▶ [YOUR TASK]
Take every line from the data that has the word "where" in it.
──────── AVAILABLE DATA
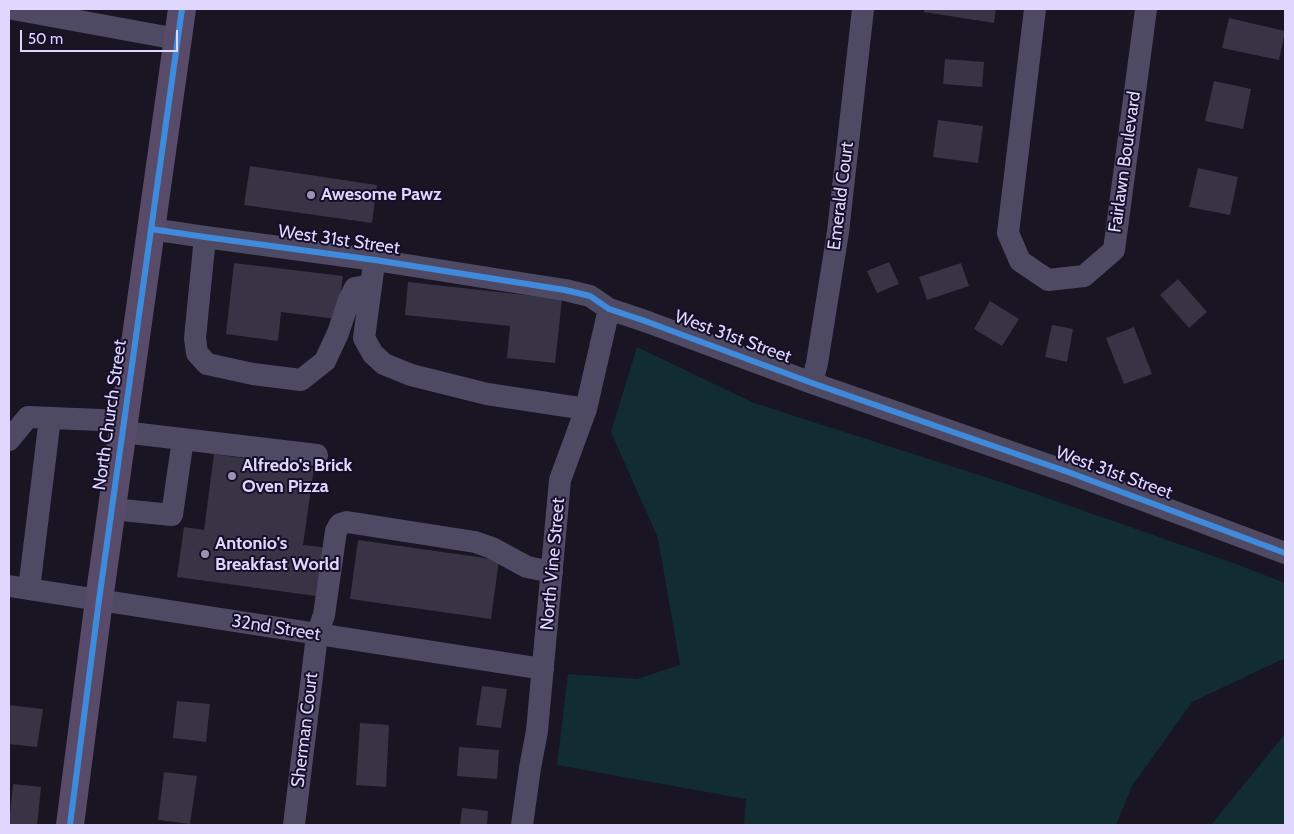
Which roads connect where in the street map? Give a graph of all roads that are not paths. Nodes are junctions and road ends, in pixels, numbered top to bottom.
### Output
1 (13, 9) edge
2 (182, 9) edge
3 (863, 9) edge
4 (1035, 9) edge
5 (1146, 9) edge
6 (177, 39) junction
7 (151, 229) junction
8 (205, 237) junction
9 (375, 260) junction
10 (371, 285) junction
11 (609, 309) junction
12 (812, 383) junction
13 (586, 409) junction
14 (50, 418) junction
15 (124, 426) junction
16 (184, 439) junction
17 (9, 440) edge
18 (318, 455) dead end
19 (112, 509) junction
20 (1285, 552) edge
21 (552, 572) junction
22 (19, 587) edge
23 (99, 600) junction
24 (317, 634) junction
25 (543, 669) junction
26 (70, 825) edge
27 (294, 825) edge
28 (522, 825) edge

1 - 6 street
2 - 6 main road, North Church Street
3 - 12 street, Emerald Court
4 - 5 street, Fairlawn Boulevard
6 - 7 main road, North Church Street
7 - 8 street, West 31st Street
7 - 15 main road, North Church Street
8 - 9 street, West 31st Street
8 - 10 street
9 - 10 street
9 - 11 street, West 31st Street
10 - 13 street
11 - 12 street, West 31st Street
11 - 13 street, North Vine Street
12 - 20 street, West 31st Street
13 - 21 street, North Vine Street
14 - 15 street
14 - 17 street
14 - 22 street
15 - 16 street
15 - 19 main road, North Church Street
16 - 18 street
16 - 19 street
19 - 23 main road, North Church Street
21 - 24 street, Sherman Court
21 - 25 street, North Vine Street
22 - 23 street, 32nd Street
23 - 24 street, 32nd Street
23 - 26 main road, North Church Street
24 - 25 street, 32nd Street
24 - 27 street, Sherman Court
25 - 28 street, North Vine Street

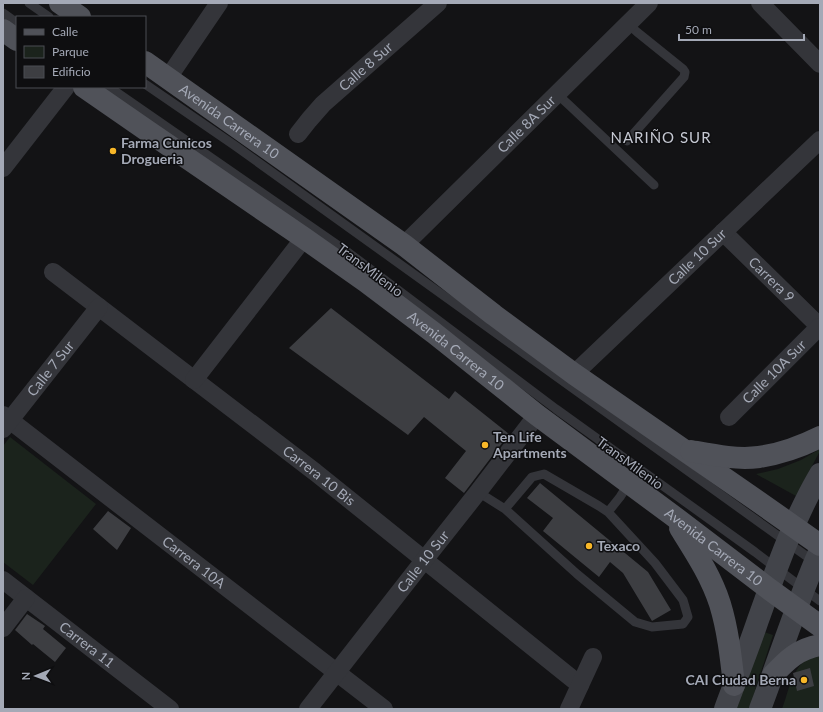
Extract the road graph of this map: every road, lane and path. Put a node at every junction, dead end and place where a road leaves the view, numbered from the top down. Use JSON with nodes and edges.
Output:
{"nodes":[{"id":1,"x":29,"y":3,"type":"edge"},
{"id":2,"x":60,"y":3,"type":"edge"},
{"id":3,"x":219,"y":3,"type":"edge"},
{"id":4,"x":438,"y":3,"type":"edge"},
{"id":5,"x":649,"y":3,"type":"edge"},
{"id":6,"x":760,"y":3,"type":"edge"},
{"id":7,"x":3,"y":13,"type":"edge"},
{"id":8,"x":48,"y":16,"type":"edge"},
{"id":9,"x":79,"y":16,"type":"edge"},
{"id":10,"x":16,"y":22,"type":"edge"},
{"id":11,"x":628,"y":24,"type":"junction"},
{"id":12,"x":3,"y":30,"type":"edge"},
{"id":13,"x":16,"y":39,"type":"edge"},
{"id":14,"x":146,"y":63,"type":"edge"},
{"id":15,"x":820,"y":64,"type":"edge"},
{"id":16,"x":168,"y":78,"type":"junction"},
{"id":17,"x":146,"y":85,"type":"edge"},
{"id":18,"x":65,"y":88,"type":"edge"},
{"id":19,"x":85,"y":88,"type":"edge"},
{"id":20,"x":110,"y":88,"type":"edge"},
{"id":21,"x":557,"y":94,"type":"junction"},
{"id":22,"x":298,"y":134,"type":"dead end"},
{"id":23,"x":820,"y":140,"type":"edge"},
{"id":24,"x":627,"y":141,"type":"dead end"},
{"id":25,"x":3,"y":168,"type":"edge"},
{"id":26,"x":654,"y":185,"type":"dead end"},
{"id":27,"x":724,"y":232,"type":"junction"},
{"id":28,"x":304,"y":238,"type":"junction"},
{"id":29,"x":404,"y":245,"type":"junction"},
{"id":30,"x":53,"y":272,"type":"dead end"},
{"id":31,"x":99,"y":308,"type":"junction"},
{"id":32,"x":820,"y":327,"type":"edge"},
{"id":33,"x":574,"y":374,"type":"junction"},
{"id":34,"x":194,"y":380,"type":"junction"},
{"id":35,"x":537,"y":415,"type":"junction"},
{"id":36,"x":729,"y":417,"type":"dead end"},
{"id":37,"x":5,"y":421,"type":"edge"},
{"id":38,"x":820,"y":437,"type":"edge"},
{"id":39,"x":684,"y":450,"type":"junction"},
{"id":40,"x":820,"y":474,"type":"edge"},
{"id":41,"x":629,"y":483,"type":"junction"},
{"id":42,"x":478,"y":492,"type":"junction"},
{"id":43,"x":505,"y":509,"type":"junction"},
{"id":44,"x":608,"y":512,"type":"junction"},
{"id":45,"x":672,"y":515,"type":"junction"},
{"id":46,"x":790,"y":534,"type":"junction"},
{"id":47,"x":819,"y":556,"type":"edge"},
{"id":48,"x":425,"y":559,"type":"junction"},
{"id":49,"x":776,"y":568,"type":"junction"},
{"id":50,"x":3,"y":580,"type":"edge"},
{"id":51,"x":769,"y":589,"type":"junction"},
{"id":52,"x":812,"y":595,"type":"edge"},
{"id":53,"x":26,"y":598,"type":"junction"},
{"id":54,"x":796,"y":609,"type":"junction"},
{"id":55,"x":820,"y":626,"type":"edge"},
{"id":56,"x":3,"y":628,"type":"edge"},
{"id":57,"x":820,"y":645,"type":"edge"},
{"id":58,"x":593,"y":657,"type":"dead end"},
{"id":59,"x":337,"y":672,"type":"junction"},
{"id":60,"x":773,"y":675,"type":"junction"},
{"id":61,"x":580,"y":685,"type":"junction"},
{"id":62,"x":734,"y":685,"type":"junction"},
{"id":63,"x":170,"y":709,"type":"edge"},
{"id":64,"x":308,"y":709,"type":"edge"},
{"id":65,"x":384,"y":709,"type":"edge"},
{"id":66,"x":568,"y":709,"type":"edge"},
{"id":67,"x":725,"y":709,"type":"edge"},
{"id":68,"x":760,"y":709,"type":"edge"}],
"edges":[{"from":1,"to":8,"type":"lane"},
{"from":2,"to":9,"type":"main road"},
{"from":3,"to":16,"type":"street"},
{"from":4,"to":22,"type":"street","name":"Calle 8 Sur"},
{"from":5,"to":11,"type":"street","name":"Calle 8A Sur"},
{"from":6,"to":15,"type":"street"},
{"from":7,"to":10,"type":"lane"},
{"from":11,"to":21,"type":"street","name":"Calle 8A Sur"},
{"from":11,"to":24,"type":"lane"},
{"from":12,"to":13,"type":"main road"},
{"from":14,"to":16,"type":"main road","name":"Avenida Carrera 10"},
{"from":16,"to":29,"type":"main road","name":"Avenida Carrera 10"},
{"from":17,"to":46,"type":"lane","name":"TransMilenio"},
{"from":18,"to":25,"type":"street"},
{"from":19,"to":28,"type":"main road","name":"Avenida Carrera 10"},
{"from":20,"to":49,"type":"lane","name":"TransMilenio"},
{"from":21,"to":26,"type":"lane"},
{"from":21,"to":29,"type":"street","name":"Calle 8A Sur"},
{"from":23,"to":27,"type":"street","name":"Calle 10 Sur"},
{"from":27,"to":32,"type":"street","name":"Carrera 9"},
{"from":27,"to":33,"type":"street","name":"Calle 10 Sur"},
{"from":28,"to":34,"type":"street"},
{"from":28,"to":35,"type":"main road","name":"Avenida Carrera 10"},
{"from":29,"to":33,"type":"main road","name":"Avenida Carrera 10"},
{"from":30,"to":31,"type":"street","name":"Carrera 10 Bis"},
{"from":31,"to":34,"type":"street","name":"Carrera 10 Bis"},
{"from":31,"to":37,"type":"street","name":"Calle 7 Sur"},
{"from":32,"to":36,"type":"street","name":"Calle 10A Sur"},
{"from":33,"to":39,"type":"main road","name":"Avenida Carrera 10"},
{"from":34,"to":48,"type":"street","name":"Carrera 10 Bis"},
{"from":35,"to":41,"type":"main road","name":"Avenida Carrera 10"},
{"from":35,"to":42,"type":"street","name":"Calle 10 Sur"},
{"from":37,"to":59,"type":"street","name":"Carrera 10A"},
{"from":38,"to":39,"type":"main road"},
{"from":39,"to":46,"type":"main road","name":"Avenida Carrera 10"},
{"from":40,"to":46,"type":"main road"},
{"from":41,"to":44,"type":"lane"},
{"from":41,"to":45,"type":"main road","name":"Avenida Carrera 10"},
{"from":42,"to":43,"type":"lane"},
{"from":42,"to":48,"type":"street","name":"Calle 10 Sur"},
{"from":43,"to":44,"type":"lane"},
{"from":43,"to":44,"type":"lane"},
{"from":45,"to":51,"type":"main road","name":"Avenida Carrera 10"},
{"from":45,"to":62,"type":"main road"},
{"from":46,"to":47,"type":"main road","name":"Avenida Carrera 10"},
{"from":46,"to":49,"type":"main road"},
{"from":47,"to":52,"type":"main road"},
{"from":48,"to":59,"type":"street","name":"Calle 10 Sur"},
{"from":48,"to":61,"type":"street","name":"Carrera 10 Bis"},
{"from":49,"to":51,"type":"main road"},
{"from":49,"to":52,"type":"lane","name":"TransMilenio"},
{"from":50,"to":53,"type":"street","name":"Carrera 11"},
{"from":51,"to":54,"type":"main road","name":"Avenida Carrera 10"},
{"from":51,"to":62,"type":"main road"},
{"from":52,"to":54,"type":"main road"},
{"from":53,"to":56,"type":"street"},
{"from":53,"to":63,"type":"street","name":"Carrera 11"},
{"from":54,"to":55,"type":"main road","name":"Avenida Carrera 10"},
{"from":54,"to":60,"type":"main road"},
{"from":57,"to":60,"type":"main road"},
{"from":58,"to":61,"type":"street"},
{"from":59,"to":64,"type":"street","name":"Calle 10 Sur"},
{"from":59,"to":65,"type":"street","name":"Carrera 10A"},
{"from":60,"to":68,"type":"main road"},
{"from":61,"to":66,"type":"street"},
{"from":62,"to":67,"type":"main road"}]}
────────────────
▶ [REPLY TO THE EXERCISE]
Which roads connect where in the street map? Give a graph of all roads that are not paths. Nodes are junctions and road ends, in pixels, numbered top to bottom.
Extract the road graph of this map: every road, lane and path. Put a node at every junction, dead end and place where a road leaves the view, numbered from the top down. Use JSON with nodes and edges.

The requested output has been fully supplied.